AVB failed at Chelsea due to well documented problems with the senior players. Spurs do not have a dressing room anything like that at Stamford Bridge and also do not have a squad that has to be rebuilt, merely one that needs to be added to which is a much simpler task as those players will instantly be 'his'. There is no ghost of Mourinho in North London either.

There is little doubt that AVB is a considerably talented and clever man, he does however appear to care little for the 'human' side of football. Whilst he can be entertaining and intelligent to listen to, he can also become hugely brittle and defensive when dealing with the press, his star fell incredibly quickly at Chelsea and one wonders where that whole experience has left him.

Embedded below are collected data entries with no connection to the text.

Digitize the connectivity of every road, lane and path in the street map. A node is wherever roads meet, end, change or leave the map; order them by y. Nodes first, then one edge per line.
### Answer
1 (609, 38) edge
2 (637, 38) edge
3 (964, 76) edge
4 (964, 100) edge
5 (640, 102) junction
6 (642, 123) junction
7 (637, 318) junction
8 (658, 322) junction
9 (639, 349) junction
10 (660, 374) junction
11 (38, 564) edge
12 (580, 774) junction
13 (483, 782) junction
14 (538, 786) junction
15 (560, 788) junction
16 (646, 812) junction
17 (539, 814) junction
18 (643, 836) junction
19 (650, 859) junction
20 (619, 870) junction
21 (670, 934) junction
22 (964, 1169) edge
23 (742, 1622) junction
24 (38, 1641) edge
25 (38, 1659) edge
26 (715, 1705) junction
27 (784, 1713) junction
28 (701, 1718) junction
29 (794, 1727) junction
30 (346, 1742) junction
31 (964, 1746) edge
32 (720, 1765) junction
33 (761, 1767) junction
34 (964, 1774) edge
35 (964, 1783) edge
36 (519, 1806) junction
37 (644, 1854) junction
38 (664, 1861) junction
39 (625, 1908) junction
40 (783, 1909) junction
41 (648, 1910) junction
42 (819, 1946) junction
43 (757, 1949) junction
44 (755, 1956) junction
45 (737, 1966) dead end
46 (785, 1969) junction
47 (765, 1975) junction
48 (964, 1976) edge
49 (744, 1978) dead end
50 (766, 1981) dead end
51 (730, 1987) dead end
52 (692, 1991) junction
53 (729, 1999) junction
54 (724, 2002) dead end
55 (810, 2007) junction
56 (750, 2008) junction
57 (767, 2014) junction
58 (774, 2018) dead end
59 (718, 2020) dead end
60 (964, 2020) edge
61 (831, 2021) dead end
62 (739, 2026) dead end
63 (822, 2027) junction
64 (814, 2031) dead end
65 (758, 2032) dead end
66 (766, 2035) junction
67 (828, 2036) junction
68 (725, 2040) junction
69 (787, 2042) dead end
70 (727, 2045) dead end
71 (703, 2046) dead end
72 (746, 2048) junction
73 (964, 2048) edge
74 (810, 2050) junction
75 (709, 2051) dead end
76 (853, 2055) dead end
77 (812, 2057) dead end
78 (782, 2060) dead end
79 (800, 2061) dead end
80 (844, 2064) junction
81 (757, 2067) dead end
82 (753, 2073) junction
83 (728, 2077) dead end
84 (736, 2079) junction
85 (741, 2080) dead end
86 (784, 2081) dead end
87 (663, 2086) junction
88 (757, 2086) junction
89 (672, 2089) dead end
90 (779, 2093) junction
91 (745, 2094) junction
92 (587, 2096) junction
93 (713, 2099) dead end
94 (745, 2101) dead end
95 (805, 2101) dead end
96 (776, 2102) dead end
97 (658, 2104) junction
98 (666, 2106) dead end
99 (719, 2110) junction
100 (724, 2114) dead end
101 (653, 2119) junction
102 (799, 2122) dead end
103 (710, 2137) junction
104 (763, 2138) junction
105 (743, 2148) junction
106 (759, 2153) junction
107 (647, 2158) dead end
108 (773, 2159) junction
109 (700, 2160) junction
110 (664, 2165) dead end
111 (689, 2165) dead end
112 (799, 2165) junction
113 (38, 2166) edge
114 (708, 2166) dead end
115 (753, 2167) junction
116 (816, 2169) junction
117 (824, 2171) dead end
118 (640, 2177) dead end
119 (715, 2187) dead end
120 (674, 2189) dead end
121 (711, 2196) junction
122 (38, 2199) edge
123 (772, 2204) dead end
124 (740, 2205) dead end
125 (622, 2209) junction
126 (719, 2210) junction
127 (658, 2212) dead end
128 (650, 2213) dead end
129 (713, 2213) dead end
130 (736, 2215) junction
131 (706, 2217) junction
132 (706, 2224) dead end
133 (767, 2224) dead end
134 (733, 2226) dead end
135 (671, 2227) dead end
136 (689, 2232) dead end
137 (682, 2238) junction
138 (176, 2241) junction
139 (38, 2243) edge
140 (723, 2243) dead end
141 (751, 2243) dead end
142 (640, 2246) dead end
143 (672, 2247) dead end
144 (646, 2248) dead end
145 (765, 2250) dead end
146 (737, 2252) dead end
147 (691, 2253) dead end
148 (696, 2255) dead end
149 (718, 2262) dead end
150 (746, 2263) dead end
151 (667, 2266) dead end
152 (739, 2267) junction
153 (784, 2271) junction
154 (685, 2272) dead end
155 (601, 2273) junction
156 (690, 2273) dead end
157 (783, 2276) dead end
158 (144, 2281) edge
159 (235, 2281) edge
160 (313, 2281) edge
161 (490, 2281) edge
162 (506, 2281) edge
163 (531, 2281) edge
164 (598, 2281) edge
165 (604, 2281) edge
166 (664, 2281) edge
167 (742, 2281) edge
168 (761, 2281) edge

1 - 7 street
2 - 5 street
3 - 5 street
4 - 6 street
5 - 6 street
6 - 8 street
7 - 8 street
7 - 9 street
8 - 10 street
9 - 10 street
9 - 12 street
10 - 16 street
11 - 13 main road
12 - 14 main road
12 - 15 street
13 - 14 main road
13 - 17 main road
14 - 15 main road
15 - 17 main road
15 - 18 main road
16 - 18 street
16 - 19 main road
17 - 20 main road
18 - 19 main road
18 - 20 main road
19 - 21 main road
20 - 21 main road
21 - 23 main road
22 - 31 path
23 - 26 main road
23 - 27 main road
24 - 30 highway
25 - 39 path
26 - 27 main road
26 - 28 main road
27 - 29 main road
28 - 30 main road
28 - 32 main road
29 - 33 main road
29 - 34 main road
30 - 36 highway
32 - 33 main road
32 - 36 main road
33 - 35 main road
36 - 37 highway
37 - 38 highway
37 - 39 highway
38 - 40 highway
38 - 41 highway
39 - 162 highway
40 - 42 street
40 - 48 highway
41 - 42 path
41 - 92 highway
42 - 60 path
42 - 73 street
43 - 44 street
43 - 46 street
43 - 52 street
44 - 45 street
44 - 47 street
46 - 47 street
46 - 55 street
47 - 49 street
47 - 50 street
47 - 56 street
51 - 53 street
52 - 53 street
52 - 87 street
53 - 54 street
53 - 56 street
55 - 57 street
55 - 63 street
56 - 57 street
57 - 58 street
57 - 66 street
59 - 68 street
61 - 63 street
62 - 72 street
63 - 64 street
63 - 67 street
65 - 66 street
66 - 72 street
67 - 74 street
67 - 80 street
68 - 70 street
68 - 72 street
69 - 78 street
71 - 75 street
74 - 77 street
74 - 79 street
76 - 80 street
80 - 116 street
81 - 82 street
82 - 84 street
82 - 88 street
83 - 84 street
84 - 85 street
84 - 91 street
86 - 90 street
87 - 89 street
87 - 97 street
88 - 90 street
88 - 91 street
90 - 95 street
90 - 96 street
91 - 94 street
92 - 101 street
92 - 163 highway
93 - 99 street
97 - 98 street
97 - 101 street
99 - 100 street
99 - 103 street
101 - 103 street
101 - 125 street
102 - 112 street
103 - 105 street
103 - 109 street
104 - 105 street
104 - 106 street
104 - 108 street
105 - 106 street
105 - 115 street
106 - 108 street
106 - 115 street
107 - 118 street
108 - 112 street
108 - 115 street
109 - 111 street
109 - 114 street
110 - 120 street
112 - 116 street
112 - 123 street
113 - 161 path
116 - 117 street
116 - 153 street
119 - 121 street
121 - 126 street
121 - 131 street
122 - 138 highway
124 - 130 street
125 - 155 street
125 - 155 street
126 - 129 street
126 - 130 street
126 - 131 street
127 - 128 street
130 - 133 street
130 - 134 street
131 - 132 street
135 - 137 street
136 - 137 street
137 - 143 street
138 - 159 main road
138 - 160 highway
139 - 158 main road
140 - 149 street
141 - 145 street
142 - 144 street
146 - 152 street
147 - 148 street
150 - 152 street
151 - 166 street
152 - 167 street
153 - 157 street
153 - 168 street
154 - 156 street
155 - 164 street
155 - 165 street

One thing that does not appear to have changed is his self confidence and self belief which was reflected in his ire with Spurs' apparent courting of more than one candidate with AVB rumoured to be walking away from the talks if that situation was to continue.

It is also indicative of the view of the level of dysfunction at Chelsea that a club such as Tottenham have not been dissuaded by AVB's short and ill fated reign there.
The Spurs job is clearly an attractive one but at the same time he is joining Spurs at an incredibly tough time given their relative recent success, the expectations to finish in the top four and the lack of resources from their stadium size and lack of Champions League revenues.

Both the Manchester clubs will clearly expect to finish above Spurs, Arsenal are for once already spending money and it is hard to see Chelsea being in any way as poor as they were last season. It should also be safe to assume that Liverpool will be more competitive, all of which points to a fourth place finish for Spurs being a tall order.

It would be unfair to write off AVB because of his failing at a club as dysfunctional as Chelsea and with a squad that was clearly in decline. That being said, Levy has taken a big gamble and his status as the best Chairman in the Premiership will rest on how quickly or otherwise AVB settles in - No Nonsense.